Thierry Bou est le directeur régional d'Orange Cyberdéfense en Nouvelle-Aquitaine et Occitanie. (Crédits : Orange)

LA TRIBUNE - Quelles sont les organisations les plus souvent victimes de cyberattaques ?

Thierry BOU, Orange Cyberdéfense - En tant que leader du marché français et européen on a une bonne vision de la situation. Il y a des cyberattaques plutôt a-spécifiques, c'est-à-dire qui ne ciblent pas de secteurs d'activités particuliers, mais on identifie aussi deux types de cibles prioritaires : les TPE-PME et l'ensemble de la sphère publique française.
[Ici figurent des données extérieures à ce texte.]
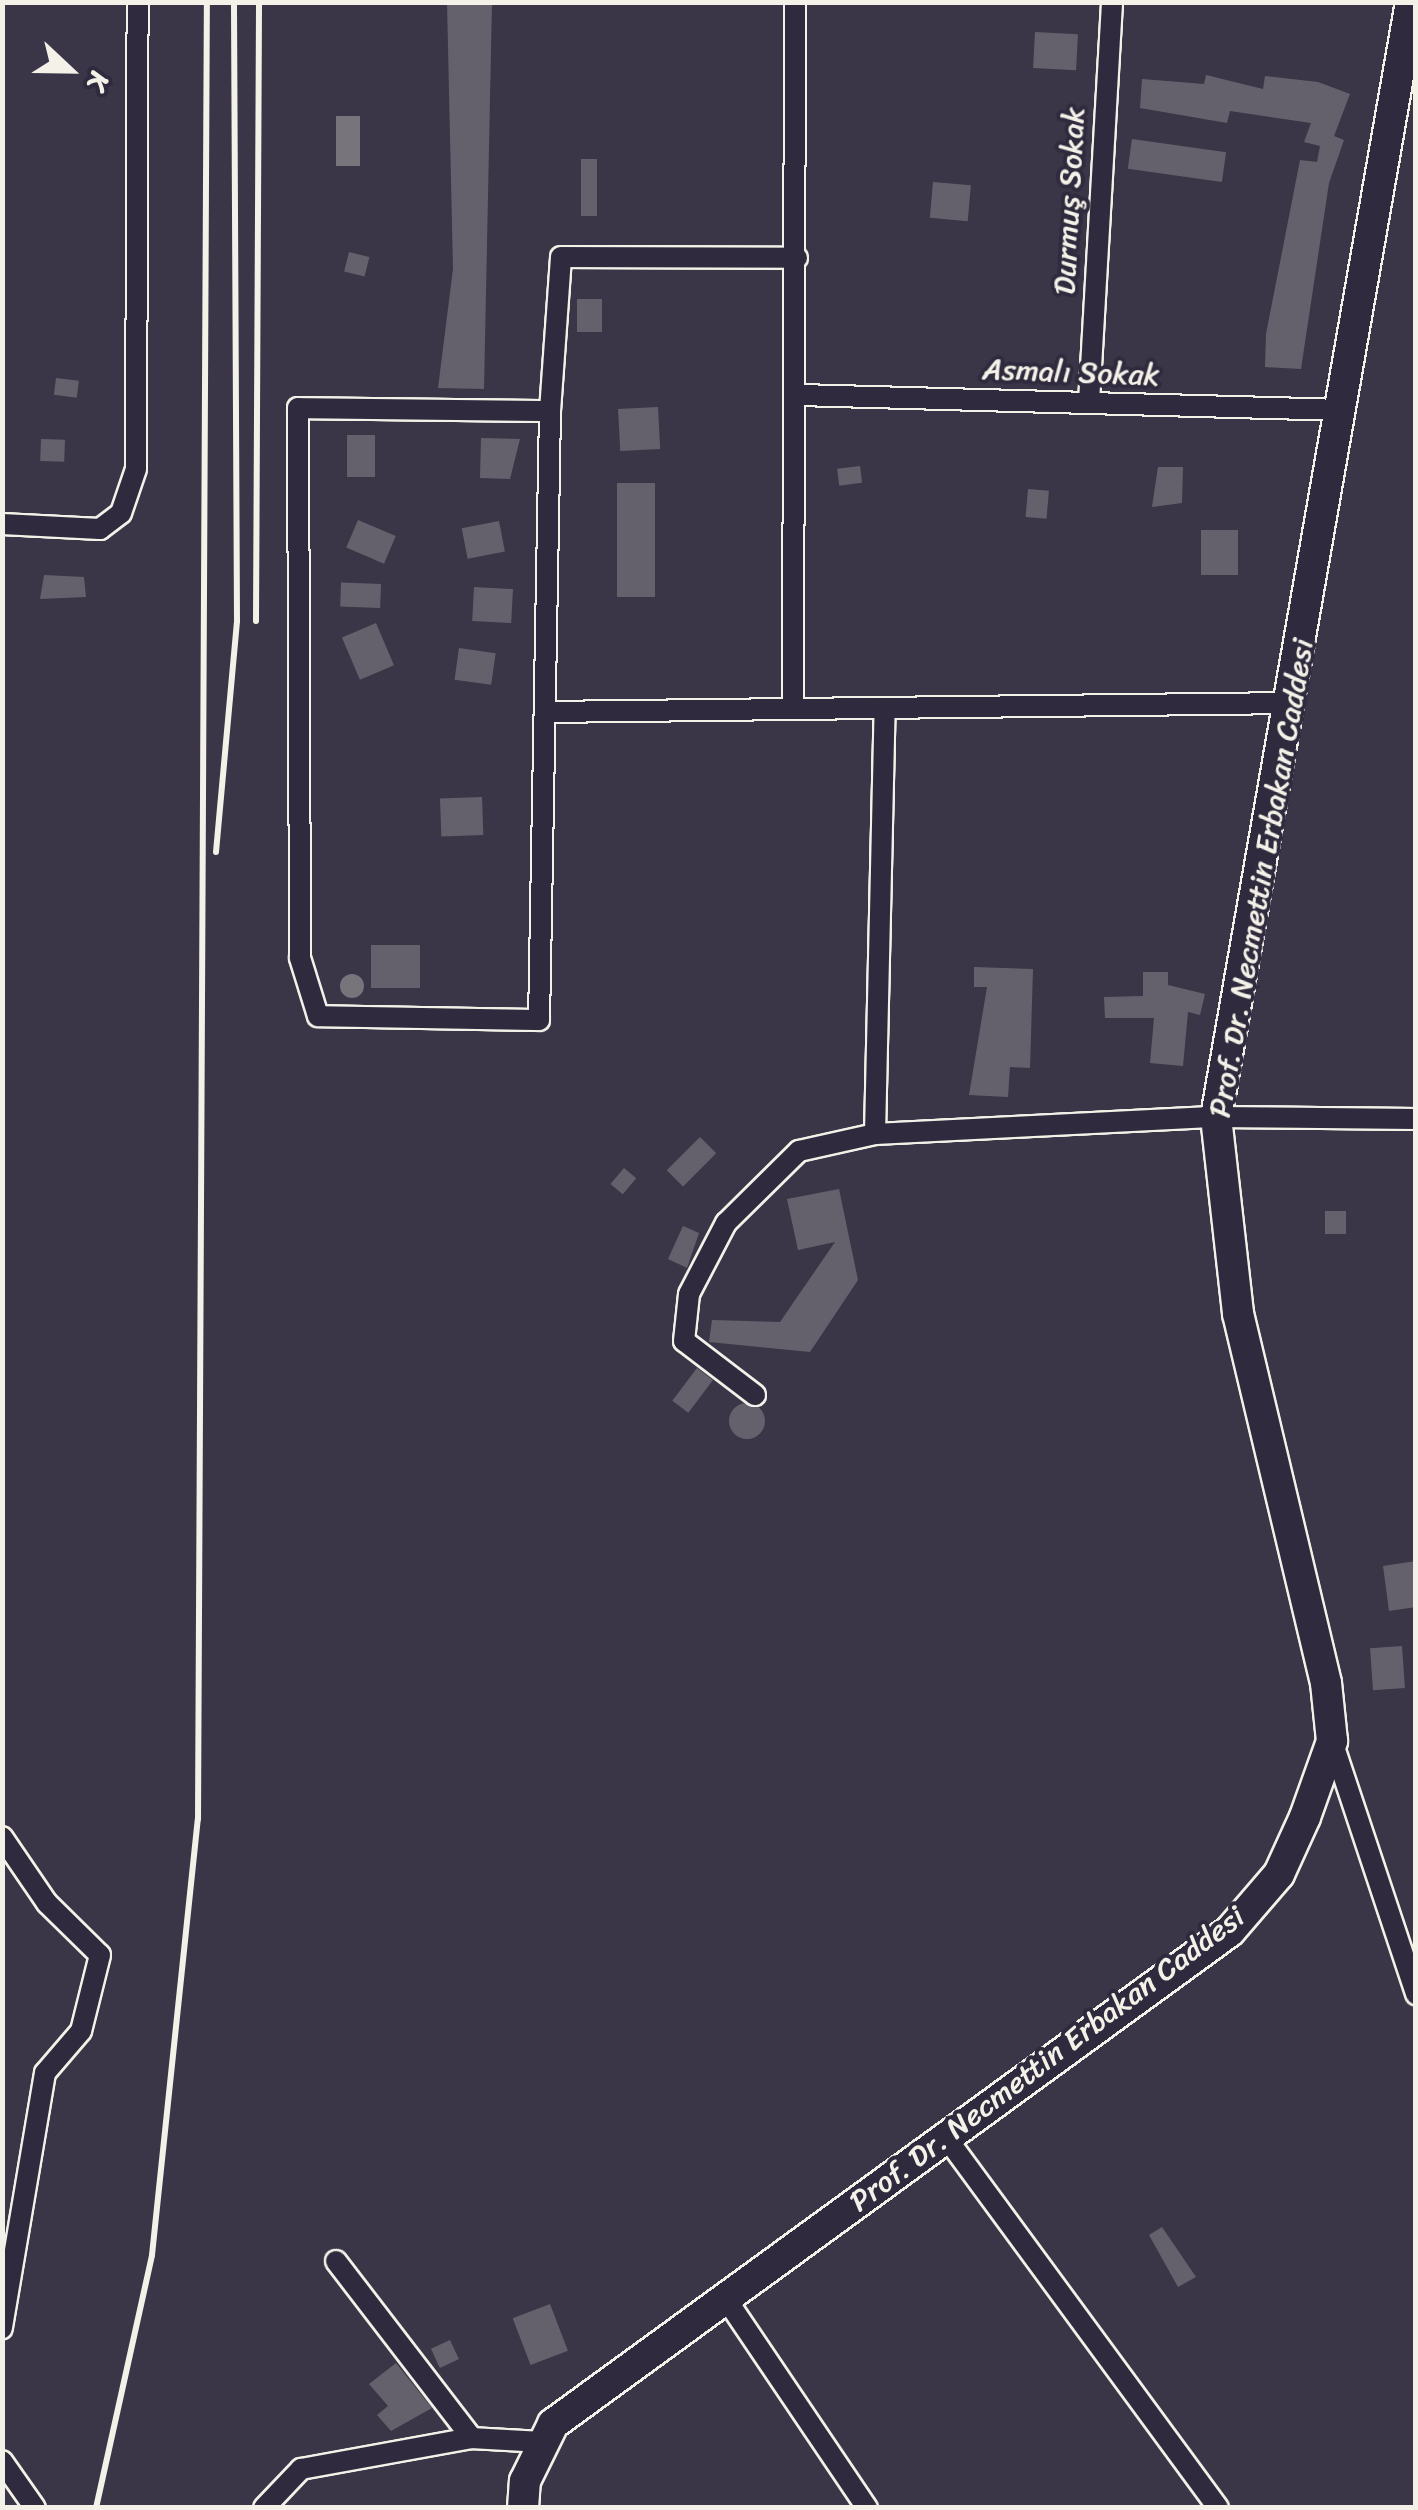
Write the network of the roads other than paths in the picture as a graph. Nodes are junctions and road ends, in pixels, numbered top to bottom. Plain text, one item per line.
1 (138, 2) edge
2 (795, 2) edge
3 (1112, 2) edge
4 (1411, 2) edge
5 (1408, 58) edge
6 (797, 258) junction
7 (799, 395) junction
8 (1089, 402) junction
9 (550, 410) junction
10 (1342, 410) junction
11 (2, 524) edge
12 (1290, 703) junction
13 (885, 708) junction
14 (793, 709) junction
15 (545, 712) junction
16 (1216, 1118) junction
17 (1416, 1119) edge
18 (874, 1134) junction
19 (756, 1396) dead end
20 (1332, 1742) junction
21 (2, 1838) edge
22 (1416, 1994) edge
23 (945, 2136) junction
24 (336, 2262) dead end
25 (724, 2296) junction
26 (2, 2328) edge
27 (472, 2438) junction
28 (541, 2442) junction
29 (2, 2461) edge
30 (35, 2508) edge
31 (264, 2508) edge
32 (523, 2508) edge
33 (867, 2508) edge
34 (1218, 2508) edge

1 - 11 street
2 - 6 street
3 - 8 street, Durmuş Sokak
4 - 5 street, Prof. Dr. Necmettin Erbakan Caddesi
5 - 10 street, Prof. Dr. Necmettin Erbakan Caddesi
6 - 7 street
6 - 9 street
7 - 8 street, Asmalı Sokak
7 - 14 street
8 - 10 street, Asmalı Sokak
9 - 15 street
9 - 15 street
10 - 12 street, Prof. Dr. Necmettin Erbakan Caddesi
12 - 13 street
12 - 16 street, Prof. Dr. Necmettin Erbakan Caddesi
13 - 14 street
13 - 18 street
14 - 15 street
16 - 17 street
16 - 18 street
16 - 20 street, Prof. Dr. Necmettin Erbakan Caddesi
18 - 19 street
20 - 22 street
20 - 23 street, Prof. Dr. Necmettin Erbakan Caddesi
21 - 26 street
23 - 25 street, Prof. Dr. Necmettin Erbakan Caddesi
23 - 34 street
24 - 27 street
25 - 28 street, Prof. Dr. Necmettin Erbakan Caddesi
25 - 33 street
27 - 28 street
27 - 31 street
28 - 32 street
29 - 30 street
Leur point commun c'est leur vulnérabilité et un enjeu de maturité par rapport au risque cyber qui n'est pas pris en compte suffisamment sérieusement. Pour les petites entreprises c'est d'abord une question de capacité humaine et financière insuffisante pour avoir la maîtrise de leur système informatique. Pour les acteurs publics, on est face à des acteurs protéiformes avec des administrations parfois très grandes et structurées et parfois très petites.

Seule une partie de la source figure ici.